What lines in the entries hold the string "Minified"? List them.
>>>>
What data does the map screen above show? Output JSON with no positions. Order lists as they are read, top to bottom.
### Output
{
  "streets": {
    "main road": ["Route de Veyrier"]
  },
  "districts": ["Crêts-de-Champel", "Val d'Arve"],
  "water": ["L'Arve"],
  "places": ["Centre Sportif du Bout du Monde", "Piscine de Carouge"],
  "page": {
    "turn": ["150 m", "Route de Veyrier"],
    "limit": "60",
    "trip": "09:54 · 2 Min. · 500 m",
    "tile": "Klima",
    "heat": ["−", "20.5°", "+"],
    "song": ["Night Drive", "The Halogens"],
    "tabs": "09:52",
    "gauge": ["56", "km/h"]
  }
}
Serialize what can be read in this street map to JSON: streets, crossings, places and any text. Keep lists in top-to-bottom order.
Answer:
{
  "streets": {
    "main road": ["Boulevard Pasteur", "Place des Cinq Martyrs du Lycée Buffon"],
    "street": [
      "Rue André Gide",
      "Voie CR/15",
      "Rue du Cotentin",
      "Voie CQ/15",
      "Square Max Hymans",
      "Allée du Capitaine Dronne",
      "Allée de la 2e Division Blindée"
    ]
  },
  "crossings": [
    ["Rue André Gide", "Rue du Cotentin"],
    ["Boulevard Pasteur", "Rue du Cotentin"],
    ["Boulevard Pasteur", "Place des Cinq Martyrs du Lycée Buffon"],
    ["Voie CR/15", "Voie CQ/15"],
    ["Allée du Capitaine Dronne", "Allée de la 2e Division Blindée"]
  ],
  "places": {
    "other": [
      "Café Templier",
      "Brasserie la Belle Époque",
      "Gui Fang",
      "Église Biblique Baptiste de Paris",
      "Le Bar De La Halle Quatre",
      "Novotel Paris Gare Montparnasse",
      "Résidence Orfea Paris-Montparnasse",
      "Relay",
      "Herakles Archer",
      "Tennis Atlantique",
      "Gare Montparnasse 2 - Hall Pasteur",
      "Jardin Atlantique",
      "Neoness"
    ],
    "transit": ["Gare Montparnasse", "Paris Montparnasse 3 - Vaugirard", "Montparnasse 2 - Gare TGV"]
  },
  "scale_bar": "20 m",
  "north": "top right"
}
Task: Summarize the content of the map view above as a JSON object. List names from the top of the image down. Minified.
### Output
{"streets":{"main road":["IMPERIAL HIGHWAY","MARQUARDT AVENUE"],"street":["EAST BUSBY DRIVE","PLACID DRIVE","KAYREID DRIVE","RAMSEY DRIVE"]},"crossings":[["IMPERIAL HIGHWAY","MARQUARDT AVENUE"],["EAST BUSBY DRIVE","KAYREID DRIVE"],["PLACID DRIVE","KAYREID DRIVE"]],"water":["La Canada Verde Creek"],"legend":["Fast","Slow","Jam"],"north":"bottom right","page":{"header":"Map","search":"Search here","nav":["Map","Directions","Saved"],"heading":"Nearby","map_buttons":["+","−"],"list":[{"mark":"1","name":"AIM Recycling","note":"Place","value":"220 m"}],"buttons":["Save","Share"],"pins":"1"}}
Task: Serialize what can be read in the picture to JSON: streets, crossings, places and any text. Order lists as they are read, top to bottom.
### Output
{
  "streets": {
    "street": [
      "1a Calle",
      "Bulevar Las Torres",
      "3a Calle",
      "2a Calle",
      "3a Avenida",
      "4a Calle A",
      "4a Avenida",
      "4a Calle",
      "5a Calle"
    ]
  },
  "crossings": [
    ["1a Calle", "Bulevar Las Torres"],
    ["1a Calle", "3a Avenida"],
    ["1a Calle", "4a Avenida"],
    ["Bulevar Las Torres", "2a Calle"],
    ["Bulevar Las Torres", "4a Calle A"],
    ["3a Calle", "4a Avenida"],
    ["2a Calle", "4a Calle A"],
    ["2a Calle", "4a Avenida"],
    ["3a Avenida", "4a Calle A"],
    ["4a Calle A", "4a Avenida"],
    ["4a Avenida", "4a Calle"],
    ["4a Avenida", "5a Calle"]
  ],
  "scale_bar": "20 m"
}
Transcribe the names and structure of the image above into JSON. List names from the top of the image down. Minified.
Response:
<<<<
**Reply to the task**:
Task: Summarize the content of the map view above as a JSON object. List names from the top of the image down. Minified.
Transcribe the names and structure of the image above into JSON. List names from the top of the image down. Minified.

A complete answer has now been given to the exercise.